Elton – Dudwood Lane – Harthill Moor Farm – Elton

DISTANCE: Approximately 3 miles

After exploring the pretty village of Elton which is situated where limestone and gritstone meet at 900 feet above sea level, the walk follows paths and a quiet lane to the popular Cratcliffe Rocks and Robin Hood’s Stride known locally as ‘Mock Beggars Hall’. After passing other ancient remains the walk crosses fields and stiles to return to Elton on a quiet country lane

1. Start the walk in the centre of Elton which is a sprawled out village, making your way to the church which is located opposite the Duke of York. All Saints was rebuilt in 1812, the original church having caved in when the steeple fell in 1805 after local lead-mining seriously weakened the foundations. One of the bells in the peal is recorded as being pre-reformation and inscribed ‘Jesus be our Spede’. Inside the church there is an unusual font which has a small side stoop. However this is but a copy, the original was cast out when the church was rebuilt and found its way to Youlgreave. When the Elton parishioners asked for it back, realising their great mistake, Youlgreave refused! Thankfully the late Mr Thornhill of Stanton Hall provided funds for the copy to be made.

2. Follow the footpath between the Church and the small school built in 1862 and notice the gravestones, some of which are very old, their wording being hard to read at times as the letter s was commonly written using the old form which looks like an f, and gives a whole new meaning to words such as ‘soul’!

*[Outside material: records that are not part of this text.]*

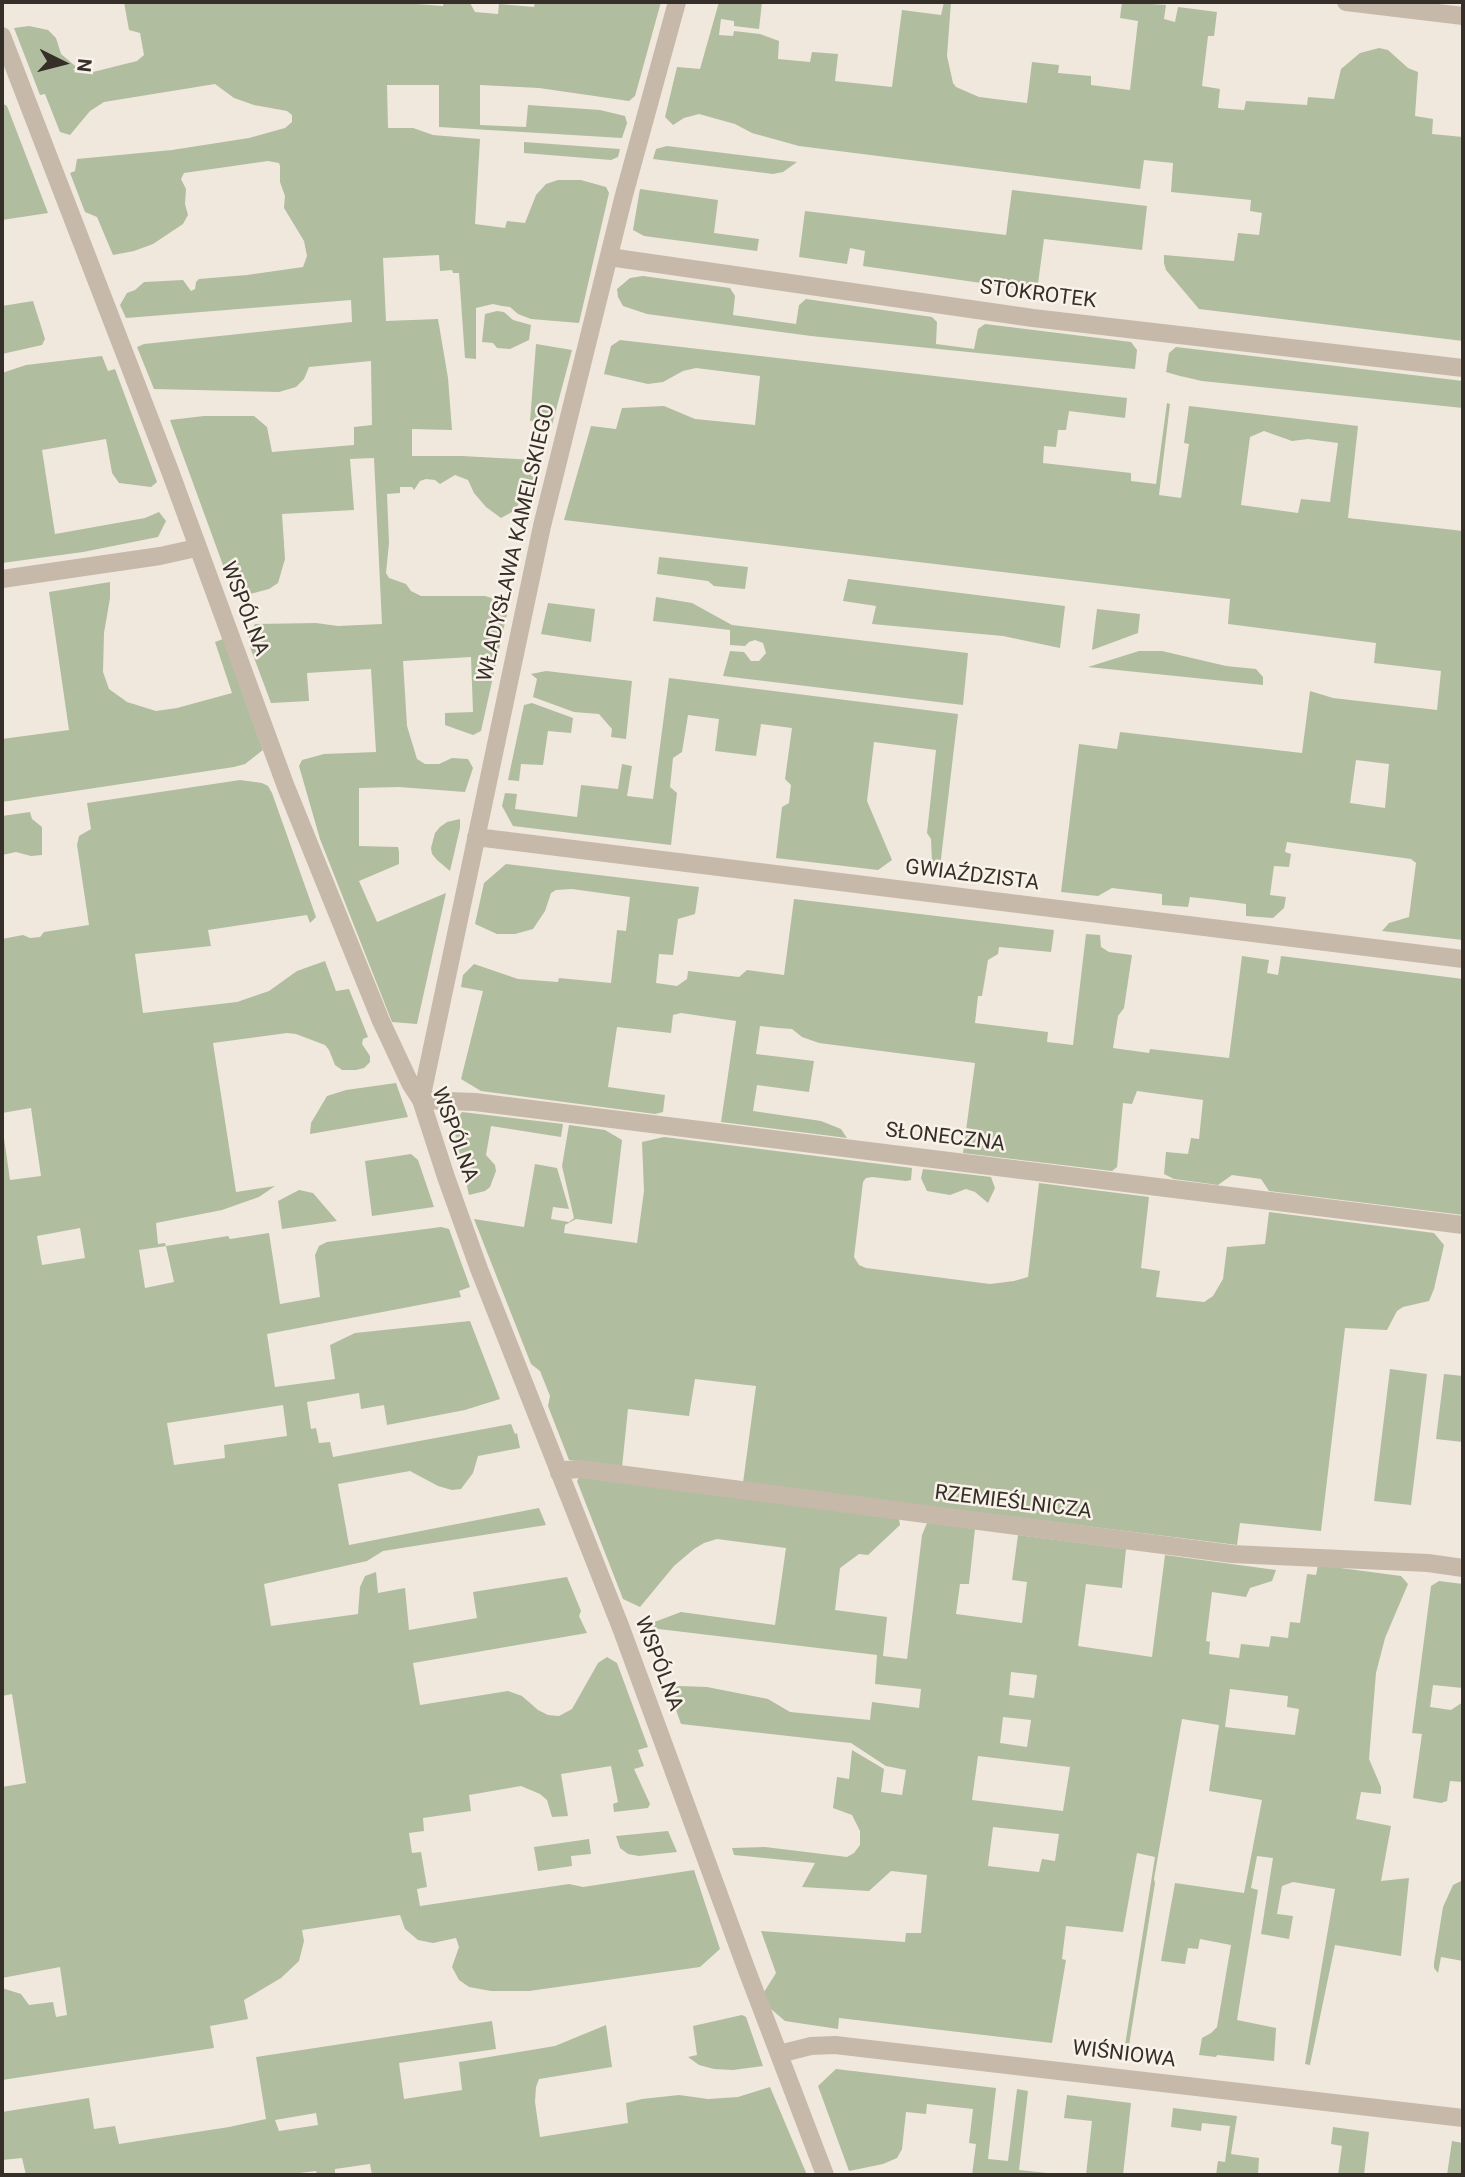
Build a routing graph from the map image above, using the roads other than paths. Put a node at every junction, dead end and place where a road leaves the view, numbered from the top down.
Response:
1 (677, 2) edge
2 (1346, 2) edge
3 (1463, 16) edge
4 (2, 36) edge
5 (609, 257) junction
6 (1463, 368) edge
7 (196, 548) junction
8 (2, 579) edge
9 (476, 837) junction
10 (1463, 959) edge
11 (421, 1100) junction
12 (1463, 1225) edge
13 (559, 1473) junction
14 (1463, 1568) edge
15 (779, 2054) junction
16 (1463, 2118) edge
17 (825, 2175) edge

1 - 5 street, WŁADYSŁAWA KAMELSKIEGO
2 - 3 street
4 - 7 street, WSPÓLNA
5 - 6 street, STOKROTEK
5 - 9 street, WŁADYSŁAWA KAMELSKIEGO
7 - 8 street
7 - 11 street, WSPÓLNA
9 - 10 street, GWIAŹDZISTA
9 - 11 street, WŁADYSŁAWA KAMELSKIEGO
11 - 12 street, SŁONECZNA
11 - 13 street, WSPÓLNA
13 - 14 street, RZEMIEŚLNICZA
13 - 15 street, WSPÓLNA
15 - 16 street, WIŚNIOWA
15 - 17 street, WSPÓLNA

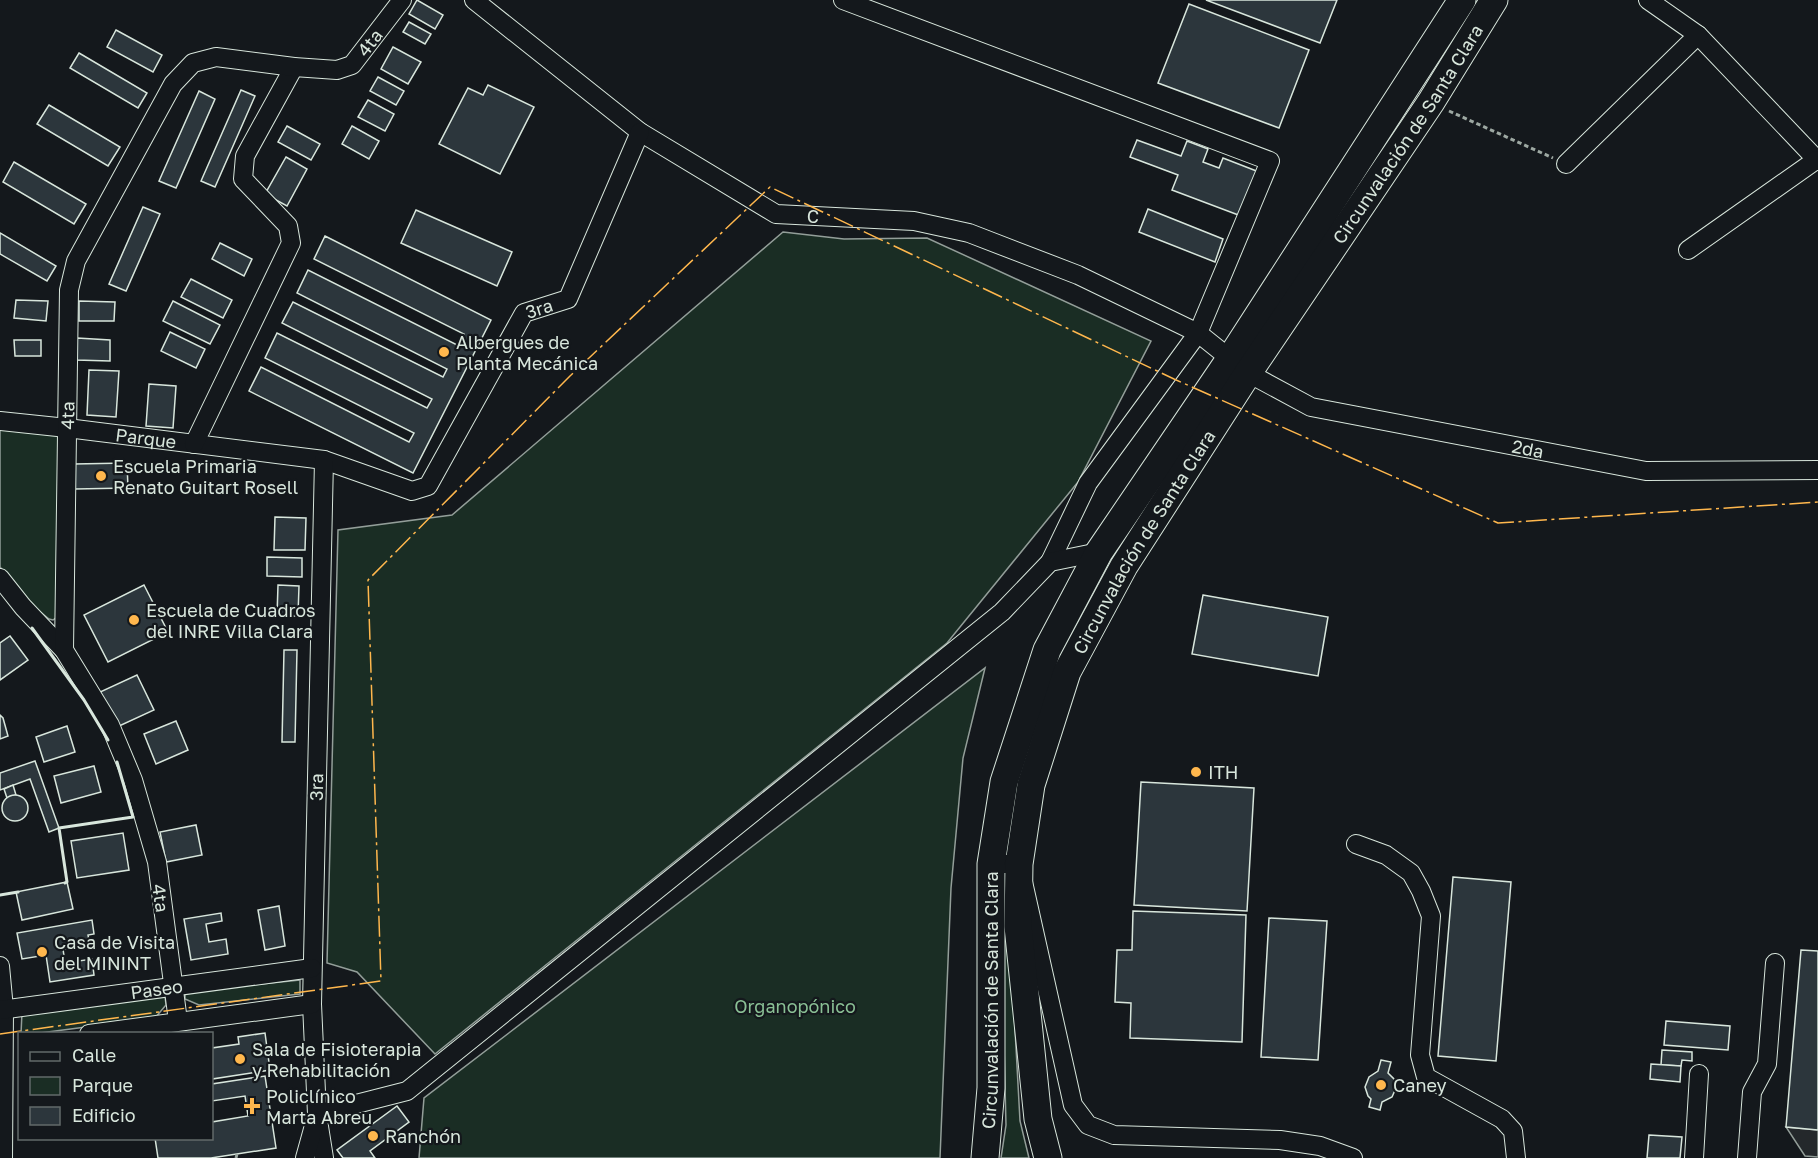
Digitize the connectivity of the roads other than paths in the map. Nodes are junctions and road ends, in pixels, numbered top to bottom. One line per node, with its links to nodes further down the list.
1 (402, 0): 8 (street, 4ta)
2 (474, 0): 9 (street, C)
3 (843, 0): 13 (street)
4 (1462, 0): 14 (highway, Circunvalación de Santa Clara)
5 (1494, 0): 14 (highway, Circunvalación de Santa Clara)
6 (1648, 0): 7 (street)
7 (1698, 35): 10 (street); 11 (street)
8 (294, 67): 16 (street, 4ta); 17 (street)
9 (640, 132): 13 (street, C); 20 (street, 3ra)
10 (1817, 160): 12 (street)
11 (1566, 164)
12 (1688, 250)
13 (1198, 333): 14 (street, C); 22 (street)
14 (1239, 366): 19 (street, 2da); 21 (highway, Circunvalación de Santa Clara); 27 (highway, Circunvalación de Santa Clara)
15 (0, 422): 16 (street, Parque)
16 (67, 428): 17 (street, Parque); 24 (street, 4ta)
17 (194, 444): 18 (street, Parque)
18 (324, 460): 20 (street, Parque); 30 (street, 3ra)
19 (1818, 470)
20 (428, 486)
21 (1099, 552): 22 (street); 26 (highway, Circunvalación de Santa Clara)
22 (1050, 562): 38 (street)
23 (0, 578): 24 (street)
24 (64, 650): 31 (street, 4ta)
25 (1356, 844): 45 (street)
26 (991, 864): 27 (street); 42 (highway, Circunvalación de Santa Clara)
27 (1019, 864): 43 (highway, Circunvalación de Santa Clara); 44 (street)
28 (1775, 963): 47 (street)
29 (0, 966): 33 (street)
30 (312, 968): 31 (street, Paseo); 32 (street, 3ra)
31 (174, 986): 33 (street, Paseo); 34 (street, 4ta)
32 (312, 1004): 34 (street, Paseo); 38 (street, 3ra)
33 (2, 1010): 36 (street)
34 (178, 1022): 35 (street, Paseo)
35 (104, 1032)
36 (8, 1045): 39 (street)
37 (1700, 1074): 46 (street)
38 (317, 1114): 40 (street, 3ra); 41 (street, 3ra)
39 (3, 1158)
40 (305, 1158)
41 (324, 1158)
42 (985, 1158)
43 (1047, 1158)
44 (1353, 1158)
45 (1516, 1158)
46 (1694, 1158)
47 (1747, 1158)

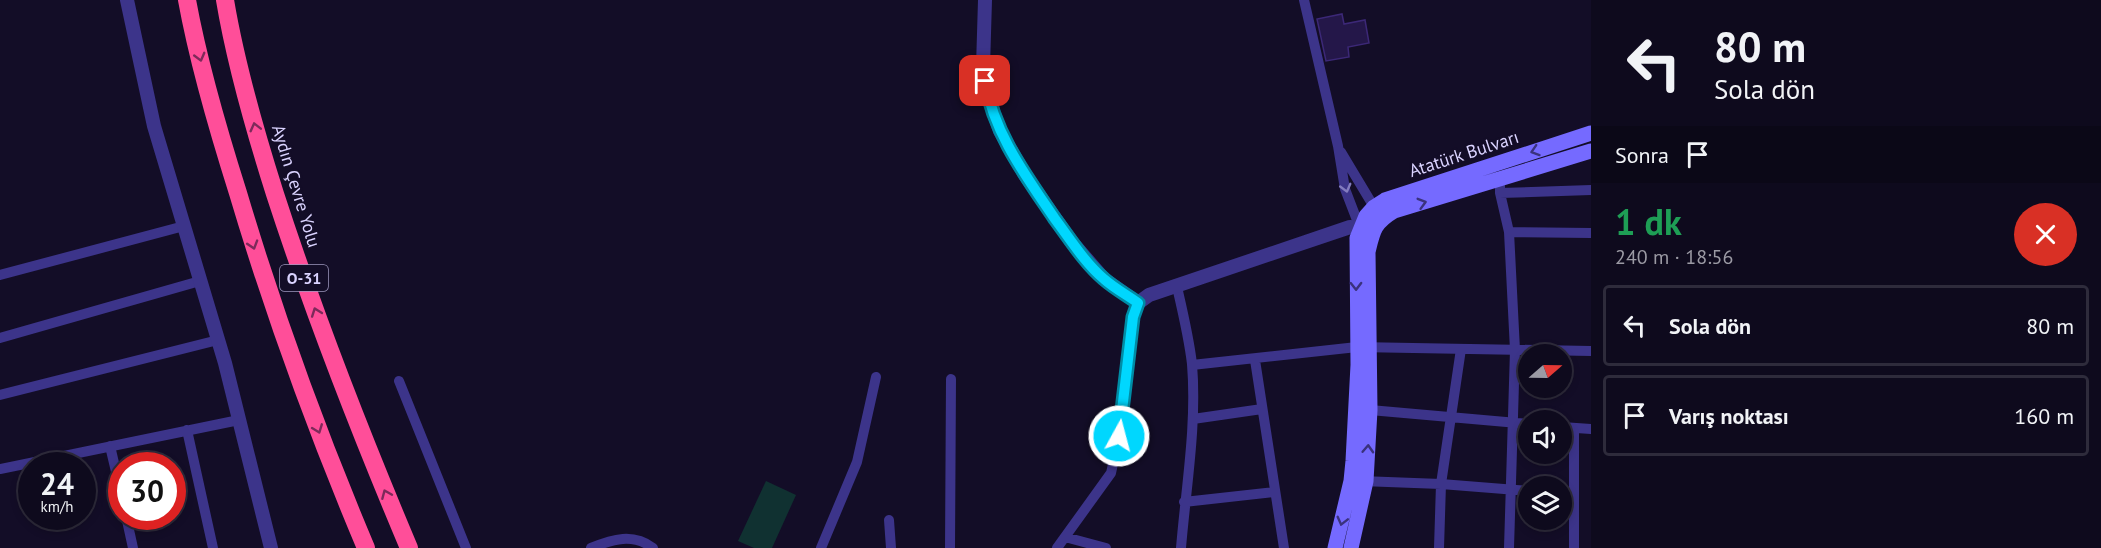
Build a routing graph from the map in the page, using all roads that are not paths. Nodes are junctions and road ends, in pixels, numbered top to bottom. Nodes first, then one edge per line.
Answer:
1 (127, 0) edge
2 (187, 0) edge
3 (225, 0) edge
4 (985, 0) edge
5 (1304, 0) edge
6 (1591, 133) edge
7 (1338, 146) junction
8 (1591, 151) edge
9 (1500, 186) junction
10 (1591, 190) edge
11 (1374, 207) junction
12 (184, 226) junction
13 (1366, 229) junction
14 (1509, 232) junction
15 (1591, 233) edge
16 (0, 275) edge
17 (200, 281) junction
18 (1177, 287) junction
19 (1138, 303) junction
20 (0, 339) edge
21 (218, 340) junction
22 (1364, 347) junction
23 (1461, 349) junction
24 (1515, 350) junction
25 (1591, 351) edge
26 (1255, 360) junction
27 (1192, 365) junction
28 (876, 377) dead end
29 (951, 379) dead end
30 (399, 381) dead end
31 (0, 395) edge
32 (1262, 409) junction
33 (1370, 410) junction
34 (1450, 418) junction
35 (1193, 419) junction
36 (239, 420) junction
37 (1514, 423) junction
38 (1518, 423) edge
39 (1574, 428) joint
40 (1591, 429) edge
41 (188, 430) junction
42 (110, 446) junction
43 (111, 452) edge
44 (0, 469) edge
45 (1359, 481) junction
46 (1441, 484) junction
47 (1510, 489) junction
48 (1518, 490) edge
49 (1275, 492) junction
50 (1574, 494) joint
51 (1184, 502) junction
52 (890, 520) dead end
53 (129, 530) edge
54 (1065, 537) junction
55 (133, 548) edge
56 (213, 548) edge
57 (271, 548) edge
58 (366, 548) edge
59 (409, 548) edge
60 (466, 548) edge
61 (591, 548) edge
62 (653, 548) edge
63 (821, 548) edge
64 (891, 548) edge
65 (950, 548) edge
66 (1057, 548) edge
67 (1106, 548) edge
68 (1181, 548) edge
69 (1284, 548) edge
70 (1335, 548) edge
71 (1351, 548) edge
72 (1438, 548) edge
73 (1509, 548) edge
74 (1574, 548) edge

1 - 12 street
2 -> 58 highway, O-31
59 -> 3 highway, Aydın Çevre Yolu / O-31
4 - 19 street
5 - 7 street
6 -> 11 main road, Atatürk Bulvarı
7 - 11 street
7 -> 13 street
8 - 9 main road, Atatürk Bulvarı
9 - 10 street
13 -> 9 main road, Atatürk Bulvarı
9 - 14 street
11 - 13 main road
12 - 16 street
12 - 17 street
13 - 18 street
13 - 22 main road
14 - 15 street
14 - 24 street
17 - 20 street
17 - 21 street
18 - 19 street
18 - 27 street
19 - 54 street
21 - 31 street
21 - 36 street
22 - 23 street
22 - 26 street
22 - 33 main road
22 - 45 main road
23 - 24 street
23 - 34 street
24 - 25 street
24 - 37 street
26 - 27 street
26 - 32 street
27 - 35 street
28 - 63 street
29 - 65 street
30 - 60 street
32 - 35 street
32 - 49 street
33 - 34 street
45 -> 33 main road
34 - 37 street
34 - 46 street
35 - 51 street
36 - 41 street
36 - 57 street
37 - 38 street
37 - 47 street
39 - 40 street
39 - 50 street
41 - 42 street
41 - 56 street
42 - 43 street
42 - 44 street
45 - 46 street
45 -> 70 main road
45 - 71 main road
46 - 47 street
46 - 72 street
47 - 48 street
47 - 73 street
49 - 51 street
49 - 69 street
50 - 74 street
51 - 68 street
52 - 64 street
53 - 55 street
54 - 66 street
54 - 67 street
61 - 62 street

3. Cross a small lane and head straight on. Ignore the sign pointing down the valley and continue instead around the left-hand side of the village playing field before gently descending and crossing a stile onto Dudwood Lane. Turn left and walk down to its junction with the B5056. An ancient route known as The Portway, which ran from the Derby area up towards the Hope Valley, passed behind the Miners Standard at Winster and is thought to have followed this route to Alport before ascending Dark Lane and then passing over Haddon fields towards Bakewell.

4. Down by the junction with the main road to your right you head up a drive opposite, taking you on a track to Cratcliffe Rocks, at the foot of which is a medieval cave carved out by a hermit that contains a crucifix, stone seat and a niche for a candle. Access to this has to be gained by entering the small wood near the top of the track and walking to the right, not by following the wall side by the cottage.

5. Pass to the right of Robin Hood’s Stride, the great towers of which are named ‘inaccessible’ and ‘weasel’ and stand some 22 yards apart. From the top of the rise glance to the north at the stone circle which is like a miniature Stone Henge. Now cross stiles and a field to the road. Notice the wonderful views and see the distant Stanton Hall standing impressively on the side of the hill. Turn down the drive of Harthill Moor Farm and around the side to the left. Follow the path to the bottom of the hill. The paths and stiles are very well defined and easy to follow as they are well signposted and often walked.

6. At the bottom of the hill turn left and cross fields and stiles to the side of Tomlinson’s Wood, passing over the drive to Cliff Farm at one point, eventually arriving at a stile onto Cliff Lane.

7. Follow Cliff Lane which is a quiet little road, passing a disused quarry with spoil heaps of large gritstone blocks. See Gratton Dale over to your right which is etched into the hillside. Also, in the bottom of the valley is the almost square shaped building which was a former cheese factory.

8. Over to the left is a field that at one time was used in winter as the Elton Ski Run. Organised by a local club it operated a generator-run winch to pull skiers back up. Follow the lane back to Elton, turning left at the top of the hill to walk back up the village to the church.